Return all of the records below verbatim.

• INPUT:
-------

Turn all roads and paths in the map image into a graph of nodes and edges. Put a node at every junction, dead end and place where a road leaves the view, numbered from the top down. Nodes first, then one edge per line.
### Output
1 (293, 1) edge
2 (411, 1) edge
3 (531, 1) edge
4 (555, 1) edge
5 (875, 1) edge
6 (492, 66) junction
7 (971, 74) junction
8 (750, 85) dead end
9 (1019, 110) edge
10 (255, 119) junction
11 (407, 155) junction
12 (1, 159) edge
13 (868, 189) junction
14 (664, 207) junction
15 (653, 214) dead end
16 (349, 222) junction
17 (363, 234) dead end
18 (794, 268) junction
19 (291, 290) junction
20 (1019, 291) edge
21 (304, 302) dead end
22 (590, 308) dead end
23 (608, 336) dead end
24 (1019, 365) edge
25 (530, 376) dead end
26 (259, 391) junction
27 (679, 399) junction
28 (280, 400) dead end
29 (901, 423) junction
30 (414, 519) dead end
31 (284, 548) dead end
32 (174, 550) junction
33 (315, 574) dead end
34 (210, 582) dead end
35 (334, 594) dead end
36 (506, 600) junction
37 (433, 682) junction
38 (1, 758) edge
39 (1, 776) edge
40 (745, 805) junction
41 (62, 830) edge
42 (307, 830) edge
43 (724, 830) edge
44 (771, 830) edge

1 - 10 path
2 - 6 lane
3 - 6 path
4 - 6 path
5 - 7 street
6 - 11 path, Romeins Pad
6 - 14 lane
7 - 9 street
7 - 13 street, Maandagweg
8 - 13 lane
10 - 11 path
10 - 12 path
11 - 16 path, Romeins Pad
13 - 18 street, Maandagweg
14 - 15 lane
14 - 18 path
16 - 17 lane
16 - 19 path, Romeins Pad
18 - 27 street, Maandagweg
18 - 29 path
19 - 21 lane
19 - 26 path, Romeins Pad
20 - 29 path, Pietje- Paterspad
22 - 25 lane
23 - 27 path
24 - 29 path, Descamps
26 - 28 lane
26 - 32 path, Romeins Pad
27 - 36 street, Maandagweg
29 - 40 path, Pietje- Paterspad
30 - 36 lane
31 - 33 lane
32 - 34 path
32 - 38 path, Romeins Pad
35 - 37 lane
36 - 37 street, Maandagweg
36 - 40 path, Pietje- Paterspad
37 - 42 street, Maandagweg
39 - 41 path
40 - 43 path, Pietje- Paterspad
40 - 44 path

-------

• ANSWER SPACE:
Turn all roads and paths in the map image into a graph of nodes and edges. Put a node at every junction, dead end and place where a road leaves the view, numbered from the top down. Nodes first, then one edge per line.
### Output
1 (293, 1) edge
2 (411, 1) edge
3 (531, 1) edge
4 (555, 1) edge
5 (875, 1) edge
6 (492, 66) junction
7 (971, 74) junction
8 (750, 85) dead end
9 (1019, 110) edge
10 (255, 119) junction
11 (407, 155) junction
12 (1, 159) edge
13 (868, 189) junction
14 (664, 207) junction
15 (653, 214) dead end
16 (349, 222) junction
17 (363, 234) dead end
18 (794, 268) junction
19 (291, 290) junction
20 (1019, 291) edge
21 (304, 302) dead end
22 (590, 308) dead end
23 (608, 336) dead end
24 (1019, 365) edge
25 (530, 376) dead end
26 (259, 391) junction
27 (679, 399) junction
28 (280, 400) dead end
29 (901, 423) junction
30 (414, 519) dead end
31 (284, 548) dead end
32 (174, 550) junction
33 (315, 574) dead end
34 (210, 582) dead end
35 (334, 594) dead end
36 (506, 600) junction
37 (433, 682) junction
38 (1, 758) edge
39 (1, 776) edge
40 (745, 805) junction
41 (62, 830) edge
42 (307, 830) edge
43 (724, 830) edge
44 (771, 830) edge

1 - 10 path
2 - 6 lane
3 - 6 path
4 - 6 path
5 - 7 street
6 - 11 path, Romeins Pad
6 - 14 lane
7 - 9 street
7 - 13 street, Maandagweg
8 - 13 lane
10 - 11 path
10 - 12 path
11 - 16 path, Romeins Pad
13 - 18 street, Maandagweg
14 - 15 lane
14 - 18 path
16 - 17 lane
16 - 19 path, Romeins Pad
18 - 27 street, Maandagweg
18 - 29 path
19 - 21 lane
19 - 26 path, Romeins Pad
20 - 29 path, Pietje- Paterspad
22 - 25 lane
23 - 27 path
24 - 29 path, Descamps
26 - 28 lane
26 - 32 path, Romeins Pad
27 - 36 street, Maandagweg
29 - 40 path, Pietje- Paterspad
30 - 36 lane
31 - 33 lane
32 - 34 path
32 - 38 path, Romeins Pad
35 - 37 lane
36 - 37 street, Maandagweg
36 - 40 path, Pietje- Paterspad
37 - 42 street, Maandagweg
39 - 41 path
40 - 43 path, Pietje- Paterspad
40 - 44 path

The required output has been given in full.